• MATERIAL FOR THIS TASK:
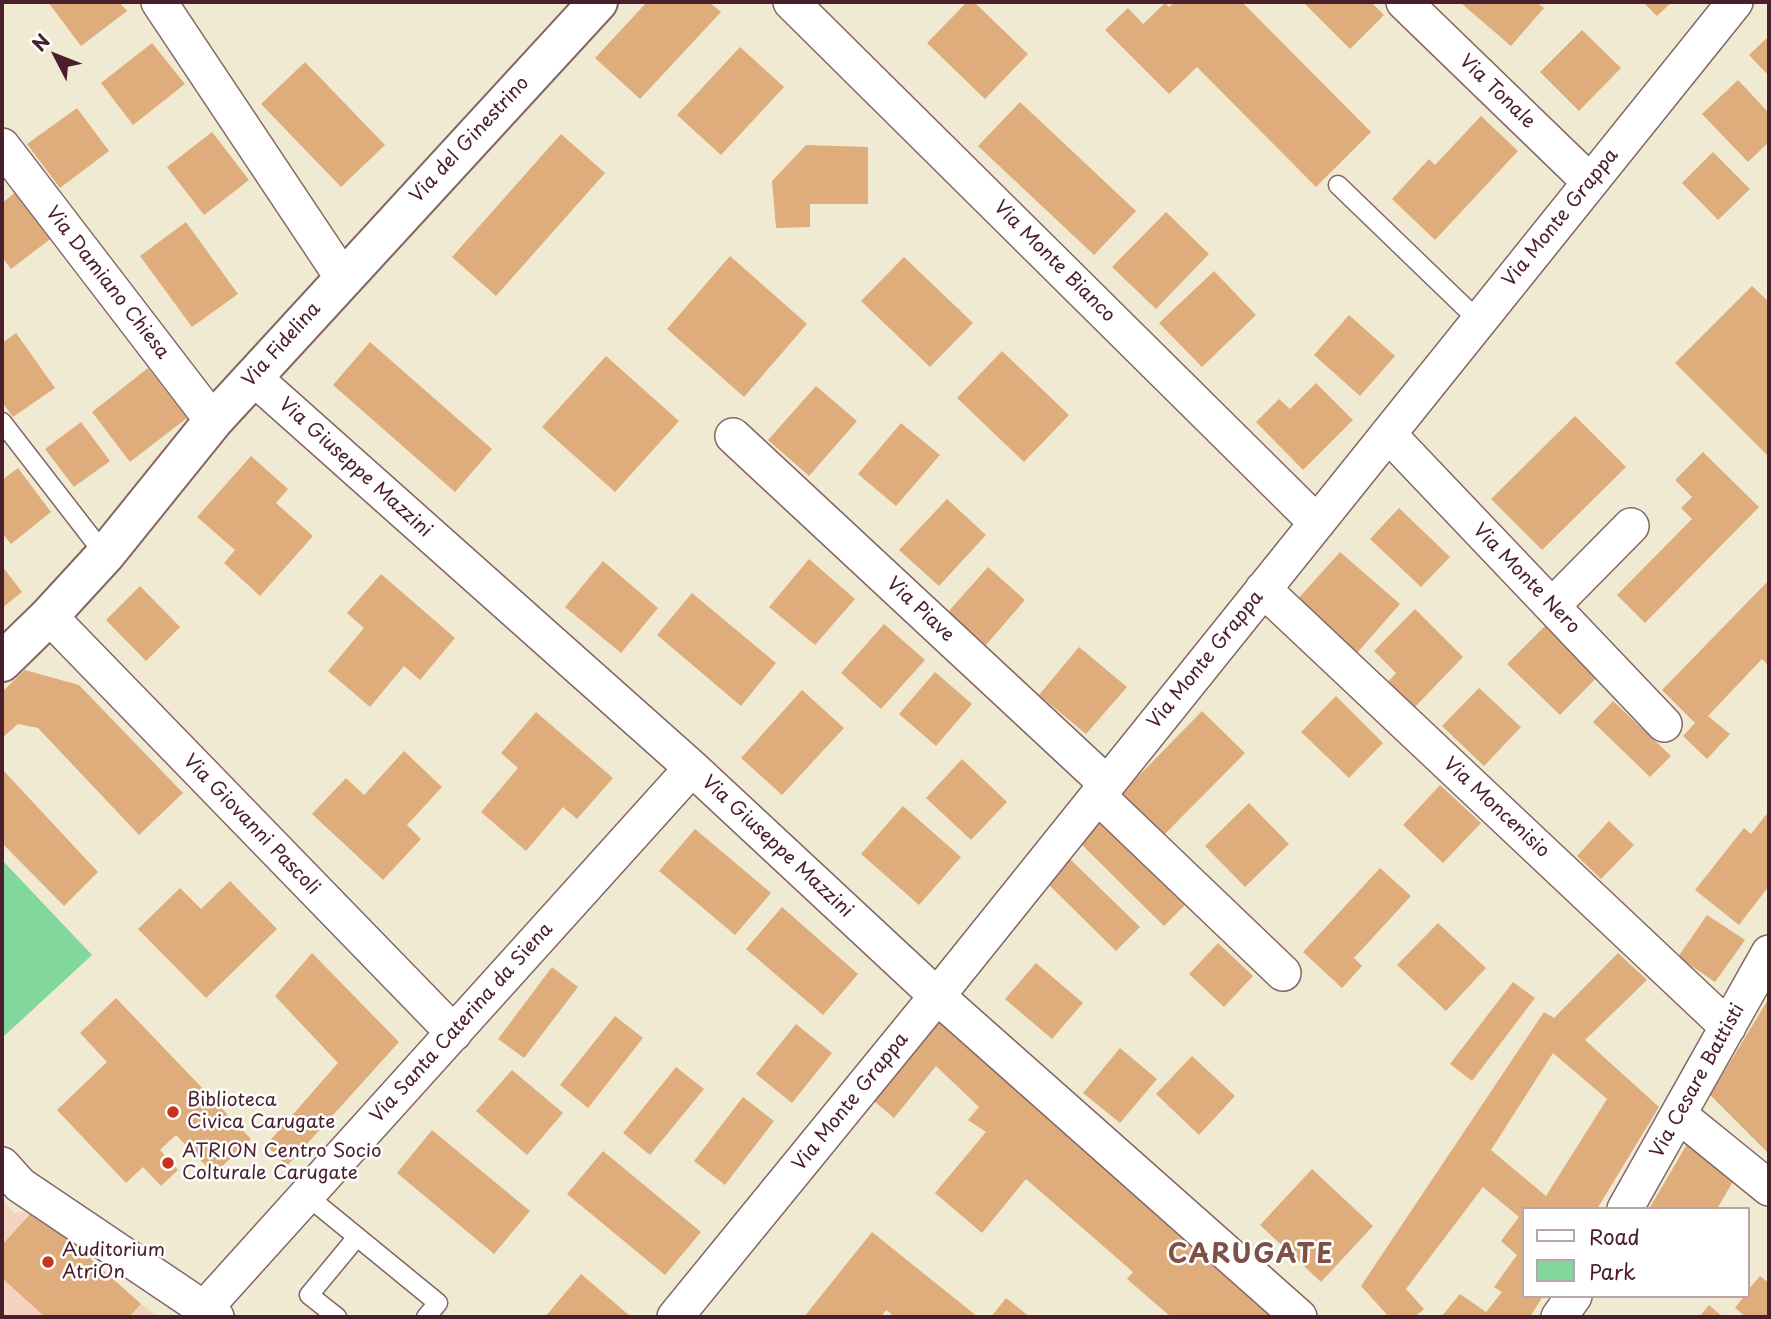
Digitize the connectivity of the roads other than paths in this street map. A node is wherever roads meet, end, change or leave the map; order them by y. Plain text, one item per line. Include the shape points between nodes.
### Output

* * *

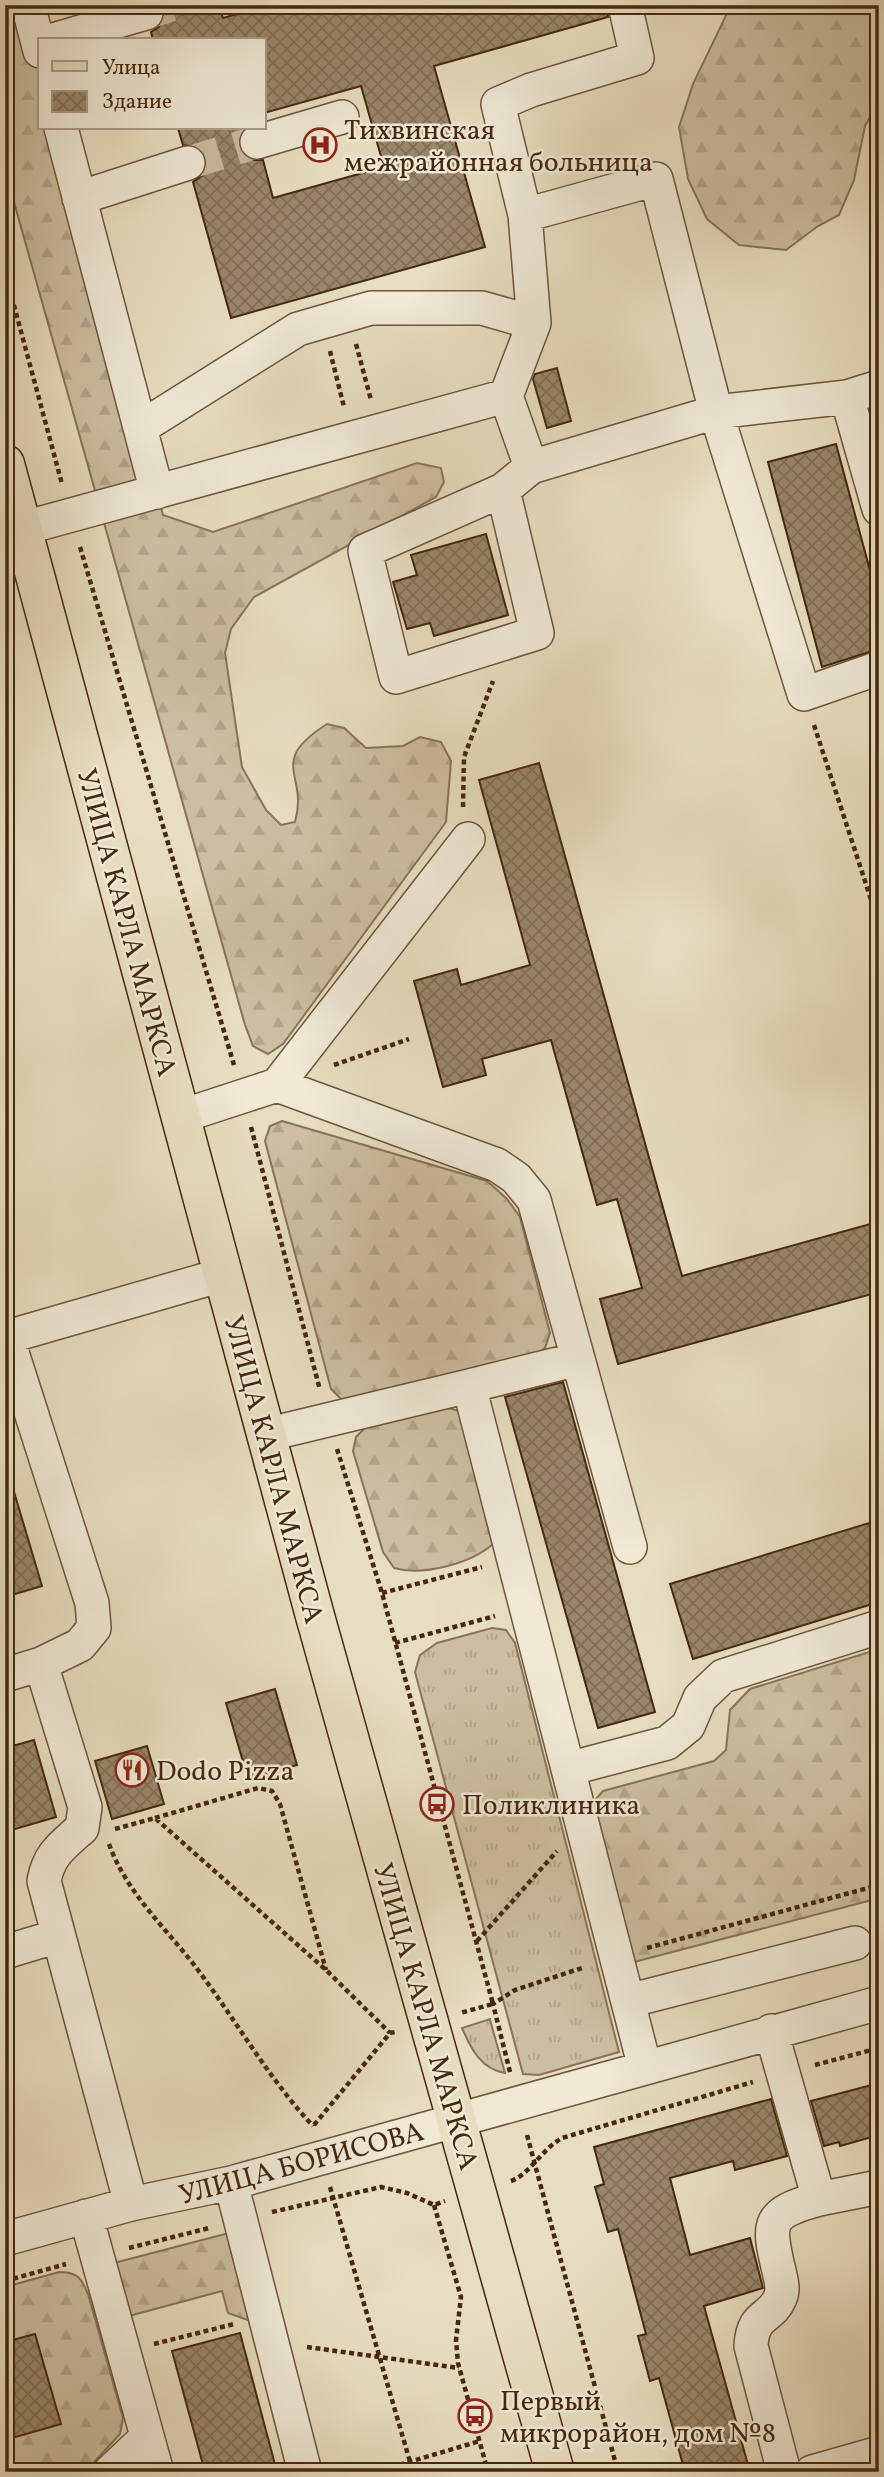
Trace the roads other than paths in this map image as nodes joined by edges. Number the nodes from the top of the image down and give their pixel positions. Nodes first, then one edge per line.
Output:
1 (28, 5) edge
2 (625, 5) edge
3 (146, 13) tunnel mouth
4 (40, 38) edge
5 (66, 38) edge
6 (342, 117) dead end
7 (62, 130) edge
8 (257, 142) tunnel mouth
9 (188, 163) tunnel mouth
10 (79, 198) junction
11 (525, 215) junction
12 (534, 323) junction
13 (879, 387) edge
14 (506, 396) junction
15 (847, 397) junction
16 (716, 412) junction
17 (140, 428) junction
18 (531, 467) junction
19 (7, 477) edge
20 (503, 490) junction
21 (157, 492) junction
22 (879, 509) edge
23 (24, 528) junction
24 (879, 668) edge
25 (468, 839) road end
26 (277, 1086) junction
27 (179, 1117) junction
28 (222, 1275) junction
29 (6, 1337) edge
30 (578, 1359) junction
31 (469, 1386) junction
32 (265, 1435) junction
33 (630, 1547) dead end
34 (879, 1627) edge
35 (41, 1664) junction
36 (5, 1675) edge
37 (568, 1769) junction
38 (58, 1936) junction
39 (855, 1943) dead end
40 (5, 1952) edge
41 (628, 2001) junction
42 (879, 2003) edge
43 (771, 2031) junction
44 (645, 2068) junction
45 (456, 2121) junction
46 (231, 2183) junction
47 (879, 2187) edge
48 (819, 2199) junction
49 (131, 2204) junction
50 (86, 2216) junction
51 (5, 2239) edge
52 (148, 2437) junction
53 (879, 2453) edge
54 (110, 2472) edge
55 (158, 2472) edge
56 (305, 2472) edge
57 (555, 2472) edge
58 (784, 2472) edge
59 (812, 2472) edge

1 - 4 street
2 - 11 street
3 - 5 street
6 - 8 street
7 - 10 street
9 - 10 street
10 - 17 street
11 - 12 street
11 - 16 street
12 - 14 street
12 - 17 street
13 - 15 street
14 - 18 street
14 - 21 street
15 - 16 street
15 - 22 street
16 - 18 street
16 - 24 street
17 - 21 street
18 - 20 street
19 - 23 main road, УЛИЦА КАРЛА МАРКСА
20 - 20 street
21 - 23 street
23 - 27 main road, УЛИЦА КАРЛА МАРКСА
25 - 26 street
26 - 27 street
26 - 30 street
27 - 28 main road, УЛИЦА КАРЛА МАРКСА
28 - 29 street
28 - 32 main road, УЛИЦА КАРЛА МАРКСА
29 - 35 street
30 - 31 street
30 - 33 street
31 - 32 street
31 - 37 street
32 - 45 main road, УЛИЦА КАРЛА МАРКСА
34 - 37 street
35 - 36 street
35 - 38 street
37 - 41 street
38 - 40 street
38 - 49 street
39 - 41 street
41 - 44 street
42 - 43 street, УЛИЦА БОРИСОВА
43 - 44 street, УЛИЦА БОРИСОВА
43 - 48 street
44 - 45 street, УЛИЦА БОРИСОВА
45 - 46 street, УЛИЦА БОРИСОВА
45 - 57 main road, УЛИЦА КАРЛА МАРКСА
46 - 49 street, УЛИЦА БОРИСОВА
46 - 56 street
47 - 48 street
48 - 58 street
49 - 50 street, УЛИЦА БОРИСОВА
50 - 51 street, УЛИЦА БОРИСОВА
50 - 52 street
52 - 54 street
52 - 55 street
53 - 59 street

• WHAT YOU SHOULD DO:
In the records above, find each line that mentions the string "roads", then copy it.

• RESULT:
Digitize the connectivity of the roads other than paths in this street map. A node is wherever roads meet, end, change or leave the map; order them by y. Plain text, one item per line. Include the shape points between nodes.
Trace the roads other than paths in this map image as nodes joined by edges. Number the nodes from the top of the image down and give their pixel positions. Nodes first, then one edge per line.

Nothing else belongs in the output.